Both Welsh and Canavan react to this a lot stronger than I’d have anticipated. ‘She could have used cash to travel. You don’t keep any at home?’

I tell him we do, but it’s all still there.

Magnus and I begin to draw up a list of everyone El’s ever had any association with, while Canavan writes up his notes. He interrupts Magnus and I to ask more questions: addresses and telephone numbers, a list of Eloïse’s support network. I’m embarrassed to say that I can’t recall the names of many of her friends and have no idea where they live. I promise to get the information off Facebook, but he tells me there’s no need: they’ll do their own investigation of my wife’s social media activity and check out her emails. For this, they require every device she has access to: her laptop, tablet, and mobile phone. They’ll check our bank accounts, Eloïse’s charity, and they’ll be speaking to our GP.

‘So, what happens now?’ I ask as the interview comes to an end. I feel wrung out.

‘There are a number of steps in cases of missing persons,’ Canavan answers. ‘Eloïse is what we call high risk, given that she may not be fully recovered physically from the birth of your daughter. First, we’ll need to do a search of the property.’

I stare at him. ‘A search of the property?’ Is he insinuating that I’ve murdered my wife and buried her under the gladioli?

DS Welsh must spot whatever crosses my face because she jumps in to explain. ‘We’re aware that two small children are without a mother right now, and that Eloïse recently gave birth. Both things combined make this case a high priority. We really want to make sure we can locate her as fast as we can. Searching the property is standard procedure.’

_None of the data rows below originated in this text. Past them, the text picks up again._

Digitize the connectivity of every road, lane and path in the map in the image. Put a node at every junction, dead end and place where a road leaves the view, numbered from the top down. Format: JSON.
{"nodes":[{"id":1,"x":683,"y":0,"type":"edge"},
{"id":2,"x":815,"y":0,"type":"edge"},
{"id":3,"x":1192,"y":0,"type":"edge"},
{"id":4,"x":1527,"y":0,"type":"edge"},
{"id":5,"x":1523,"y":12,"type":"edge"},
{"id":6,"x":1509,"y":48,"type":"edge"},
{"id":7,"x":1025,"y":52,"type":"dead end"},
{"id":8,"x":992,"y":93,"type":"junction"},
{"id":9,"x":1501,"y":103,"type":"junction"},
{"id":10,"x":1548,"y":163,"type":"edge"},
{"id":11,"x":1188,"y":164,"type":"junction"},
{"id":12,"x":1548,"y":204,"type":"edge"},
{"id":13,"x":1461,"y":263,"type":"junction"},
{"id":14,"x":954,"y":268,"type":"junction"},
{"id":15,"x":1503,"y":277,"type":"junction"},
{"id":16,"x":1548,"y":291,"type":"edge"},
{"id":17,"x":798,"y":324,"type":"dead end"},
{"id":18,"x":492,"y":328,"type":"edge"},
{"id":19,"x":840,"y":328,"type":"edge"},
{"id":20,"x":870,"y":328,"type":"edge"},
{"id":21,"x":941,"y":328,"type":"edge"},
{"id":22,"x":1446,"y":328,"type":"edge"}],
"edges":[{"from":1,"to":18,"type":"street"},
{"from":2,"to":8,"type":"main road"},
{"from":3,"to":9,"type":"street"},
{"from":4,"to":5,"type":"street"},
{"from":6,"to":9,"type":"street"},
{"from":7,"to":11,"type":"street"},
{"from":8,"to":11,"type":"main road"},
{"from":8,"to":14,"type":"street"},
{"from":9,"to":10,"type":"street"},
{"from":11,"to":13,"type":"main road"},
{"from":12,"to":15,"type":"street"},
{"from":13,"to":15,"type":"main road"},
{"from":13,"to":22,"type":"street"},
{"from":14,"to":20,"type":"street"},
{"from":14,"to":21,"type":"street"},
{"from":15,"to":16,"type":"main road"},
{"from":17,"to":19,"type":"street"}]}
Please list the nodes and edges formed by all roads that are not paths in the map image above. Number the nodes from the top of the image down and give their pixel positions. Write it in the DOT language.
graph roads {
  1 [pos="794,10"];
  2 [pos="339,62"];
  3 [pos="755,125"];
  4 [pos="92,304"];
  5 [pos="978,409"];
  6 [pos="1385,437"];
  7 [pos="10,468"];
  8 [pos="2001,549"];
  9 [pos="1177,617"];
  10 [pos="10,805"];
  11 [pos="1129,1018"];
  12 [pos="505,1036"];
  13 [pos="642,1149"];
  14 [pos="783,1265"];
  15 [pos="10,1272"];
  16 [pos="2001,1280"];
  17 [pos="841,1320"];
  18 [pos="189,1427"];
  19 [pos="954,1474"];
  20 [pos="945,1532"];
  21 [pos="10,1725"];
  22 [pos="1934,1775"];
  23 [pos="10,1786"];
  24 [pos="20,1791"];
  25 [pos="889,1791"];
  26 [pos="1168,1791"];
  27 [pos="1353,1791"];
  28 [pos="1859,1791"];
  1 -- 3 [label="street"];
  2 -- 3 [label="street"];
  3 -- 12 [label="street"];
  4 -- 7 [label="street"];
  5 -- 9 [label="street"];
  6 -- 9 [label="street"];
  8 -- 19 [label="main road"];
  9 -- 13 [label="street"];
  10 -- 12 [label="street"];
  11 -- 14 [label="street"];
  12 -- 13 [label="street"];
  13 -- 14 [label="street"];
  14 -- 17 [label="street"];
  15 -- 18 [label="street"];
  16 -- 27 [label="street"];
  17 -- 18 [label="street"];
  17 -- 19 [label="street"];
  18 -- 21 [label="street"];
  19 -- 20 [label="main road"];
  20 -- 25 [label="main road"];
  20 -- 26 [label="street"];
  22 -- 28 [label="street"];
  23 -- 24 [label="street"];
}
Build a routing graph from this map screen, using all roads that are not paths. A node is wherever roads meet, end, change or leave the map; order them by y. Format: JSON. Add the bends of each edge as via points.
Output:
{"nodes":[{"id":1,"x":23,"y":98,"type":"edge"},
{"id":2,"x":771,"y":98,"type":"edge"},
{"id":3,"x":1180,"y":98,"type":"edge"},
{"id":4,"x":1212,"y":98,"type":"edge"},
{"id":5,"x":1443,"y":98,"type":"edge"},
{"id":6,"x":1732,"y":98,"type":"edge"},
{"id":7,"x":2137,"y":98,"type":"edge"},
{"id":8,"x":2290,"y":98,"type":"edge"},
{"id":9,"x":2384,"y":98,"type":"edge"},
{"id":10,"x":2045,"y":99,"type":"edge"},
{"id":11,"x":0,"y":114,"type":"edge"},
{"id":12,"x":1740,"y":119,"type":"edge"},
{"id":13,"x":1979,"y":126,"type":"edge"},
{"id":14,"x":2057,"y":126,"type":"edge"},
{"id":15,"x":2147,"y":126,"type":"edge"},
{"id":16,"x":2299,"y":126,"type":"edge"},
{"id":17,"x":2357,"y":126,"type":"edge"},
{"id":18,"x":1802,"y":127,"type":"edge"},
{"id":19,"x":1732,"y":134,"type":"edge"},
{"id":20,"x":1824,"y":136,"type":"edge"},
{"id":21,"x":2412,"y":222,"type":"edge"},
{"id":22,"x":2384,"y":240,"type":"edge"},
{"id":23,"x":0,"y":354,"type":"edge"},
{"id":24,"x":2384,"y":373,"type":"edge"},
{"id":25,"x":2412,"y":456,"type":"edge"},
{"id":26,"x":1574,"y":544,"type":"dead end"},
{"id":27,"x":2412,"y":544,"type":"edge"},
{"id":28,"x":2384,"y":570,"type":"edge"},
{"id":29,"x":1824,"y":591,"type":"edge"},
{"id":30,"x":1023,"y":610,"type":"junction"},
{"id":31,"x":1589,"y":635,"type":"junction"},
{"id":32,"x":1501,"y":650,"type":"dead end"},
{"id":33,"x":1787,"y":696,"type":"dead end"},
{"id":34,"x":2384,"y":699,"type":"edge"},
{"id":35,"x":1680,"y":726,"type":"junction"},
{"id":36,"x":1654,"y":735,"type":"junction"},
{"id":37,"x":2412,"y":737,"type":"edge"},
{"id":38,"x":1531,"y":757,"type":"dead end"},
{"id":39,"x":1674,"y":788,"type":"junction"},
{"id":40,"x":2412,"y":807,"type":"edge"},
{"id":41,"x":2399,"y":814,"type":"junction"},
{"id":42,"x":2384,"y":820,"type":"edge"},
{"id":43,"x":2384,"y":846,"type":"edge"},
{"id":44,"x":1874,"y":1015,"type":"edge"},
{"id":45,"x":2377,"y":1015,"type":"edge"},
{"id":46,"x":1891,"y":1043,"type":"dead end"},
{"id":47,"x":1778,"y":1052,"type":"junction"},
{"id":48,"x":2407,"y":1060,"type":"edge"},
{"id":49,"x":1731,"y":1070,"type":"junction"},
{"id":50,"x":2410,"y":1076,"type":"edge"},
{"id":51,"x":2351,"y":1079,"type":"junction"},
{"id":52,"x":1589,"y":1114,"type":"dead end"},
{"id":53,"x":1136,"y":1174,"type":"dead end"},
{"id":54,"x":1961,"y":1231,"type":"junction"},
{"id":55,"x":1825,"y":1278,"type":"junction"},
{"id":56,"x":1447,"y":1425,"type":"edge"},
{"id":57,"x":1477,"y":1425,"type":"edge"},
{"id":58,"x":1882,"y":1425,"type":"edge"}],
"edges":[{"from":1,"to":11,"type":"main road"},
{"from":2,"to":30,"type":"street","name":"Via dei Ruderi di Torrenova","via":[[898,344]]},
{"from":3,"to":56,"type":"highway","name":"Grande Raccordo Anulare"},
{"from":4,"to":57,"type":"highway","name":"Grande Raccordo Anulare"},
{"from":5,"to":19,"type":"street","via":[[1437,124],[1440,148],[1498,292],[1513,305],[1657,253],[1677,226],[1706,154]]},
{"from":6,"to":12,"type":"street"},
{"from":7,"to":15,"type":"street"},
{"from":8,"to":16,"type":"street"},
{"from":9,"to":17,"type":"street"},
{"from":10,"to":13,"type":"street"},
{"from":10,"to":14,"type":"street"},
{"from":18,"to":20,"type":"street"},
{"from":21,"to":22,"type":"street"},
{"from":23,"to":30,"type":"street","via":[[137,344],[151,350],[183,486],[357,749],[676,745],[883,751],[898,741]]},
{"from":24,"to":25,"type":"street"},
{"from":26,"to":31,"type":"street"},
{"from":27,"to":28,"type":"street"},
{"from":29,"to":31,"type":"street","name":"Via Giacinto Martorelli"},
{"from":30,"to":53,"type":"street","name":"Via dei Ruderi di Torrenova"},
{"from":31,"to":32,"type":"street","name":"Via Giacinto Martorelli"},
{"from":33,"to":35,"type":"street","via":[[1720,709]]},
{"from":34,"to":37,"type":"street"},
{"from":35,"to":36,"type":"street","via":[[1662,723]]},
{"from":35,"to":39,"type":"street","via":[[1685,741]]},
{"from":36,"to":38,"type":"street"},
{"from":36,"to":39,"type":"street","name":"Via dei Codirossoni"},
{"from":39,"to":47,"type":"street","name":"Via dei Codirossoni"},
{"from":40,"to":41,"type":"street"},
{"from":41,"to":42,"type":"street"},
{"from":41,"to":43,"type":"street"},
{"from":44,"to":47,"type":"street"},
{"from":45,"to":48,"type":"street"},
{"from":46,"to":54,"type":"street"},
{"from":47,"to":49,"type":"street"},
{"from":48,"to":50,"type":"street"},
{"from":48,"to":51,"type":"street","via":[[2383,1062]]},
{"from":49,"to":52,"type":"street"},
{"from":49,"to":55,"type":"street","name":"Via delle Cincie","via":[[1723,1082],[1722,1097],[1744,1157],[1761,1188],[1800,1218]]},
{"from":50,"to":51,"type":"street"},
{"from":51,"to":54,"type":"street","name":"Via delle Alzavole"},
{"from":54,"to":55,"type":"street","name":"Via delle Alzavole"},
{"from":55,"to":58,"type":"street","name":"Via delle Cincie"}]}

Welsh is convincingly sympathetic, and her role in this partnership becomes clear. She has a soft manner, the kind I usually associate with early years’ teachers and childminders.

Once I’ve ascertained that I’m not about to be dragged from my children in handcuffs, I step away from the doorway, granting them entry to the stairs. Swiftly and efficiently they move throughout the house, peeling back the layers of our lives.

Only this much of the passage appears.